OPASTCO urged FCC to set higher benchmark for prices charged by rural CLECs for access because their costs were higher. Commenting on FCC public notice that asked about effect of benchmarks on rural CLECs (CC Doc. 96-262), OPASTCO said it supported idea of benchmarks to hold down CLEC access charges but “a single benchmarked rate would not be suitable for all CLECs.” Higher cutoff should be established “for CLECs serving rural or high-cost areas that suitably reflects their higher costs of providing service,” OPASTCO said. Assn. said all of its members were rural telcos and about 1/3 of them operated CLECs.
BellSouth told FCC it was opposed to request by Dept. of Justice and FBI for additional security requirements under Communications Assistance for Law Enforcement Act (CALEA). DoJ/FBI asked agency in Nov. to require carriers to: (1) Submit name, phone number, e-mail address and other contact information for person designated as point of contact for CALEA issue. (2) Notify FCC in writing or by e-mail of any change in such contact information. BellSouth said requirements were “unnecessary, burdensome and inconsistent with the Commission’s minimal set of guidelines for compliance with CALEA’s systems security and integrity provisions.”

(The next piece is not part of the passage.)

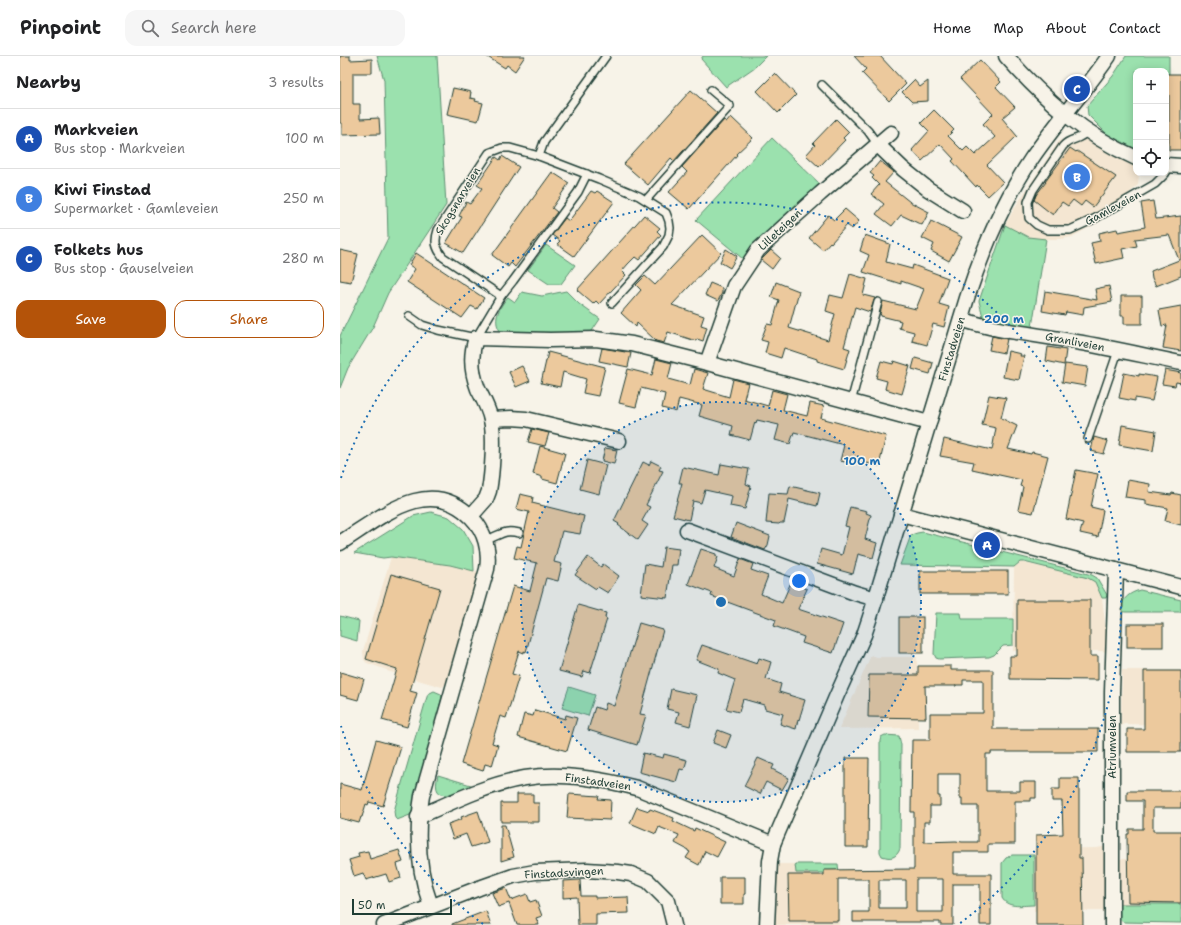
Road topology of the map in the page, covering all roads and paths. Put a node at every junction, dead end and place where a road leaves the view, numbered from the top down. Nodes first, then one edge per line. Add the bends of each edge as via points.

FCC, NTIA and Industry Canada reached agreement on spectrum- sharing requirements along U.S.-Canada border for U.S. Local Multipoint Distribution Service (LMDS) and Canadian Local Multipoint Communications Service (LMCS). Interim arrangement also covers certain services in 27 GHz, 29 GHz and 31 GHz. FCC said arrangement defined coordination requirements to help prevent cross-border interference. It said pact would help promote services such as high-speed Internet access and high-speed data. Arrangement calls for licensees of systems in 27 GHz to coordinate services on either side of border, with carriers encouraged to develop their own sharing agreements. If licensees work out their own sharing arrangement, FCC said that agreement will be followed rather than coordination process outlined in U.S.-Canada agreement. Without such sharing arrangements, coordination will be based on different power flux density (pfd) levels calculated at service area boundaries. In 29 and 31 GHz bands, coordination isn’t required if station generates pfd signal less than or equal to -105 dBW/m2 in any 1 MHz band at border. Above that level, coordination is necessary before deployment. In U.S., 27.35-27.5 GHz is occupied by federal govt. fixed and mobile systems and intersatellite service. That means NTIA and Industry Canada will represent licensees in arranging for coordination in that band segment, FCC said. “This arrangement gives licensees the flexibility to develop their own border-sharing agreements and will encourage expanded development of the 27, 29 and 31 GHz bands,” FCC International Bureau Chief Donald Abelson said. Arrangement includes list of service areas that may need to coordinate with each other. In Canada, 27 GHz band is designated for LMCS, but nation hasn’t yet designated radio service for 29 and 31 GHz. In U.S., 29 GHz is allocated for LMDS and in Canada for fixed and mobile service. Arrangement doesn’t apply to mobile services in those bands, although footnote to arrangement said it might be amended if Canada designated 29 and 31 GHz for fixed service. FCC said arrangement was part of its effort to negotiate agreements with Canada and Mexico to promote efficient spectrum use in border regions -- www.fcc.gov/ib/pnd/agree.
Helgi Walker, aide to FCC Comr. Furchtgott-Roth, will move to White House as assoc. White House counsel and special asst., his office said. Walker, who specialized in mass media and cable issues, will be replaced by Ben Golant of FCC Cable Bureau.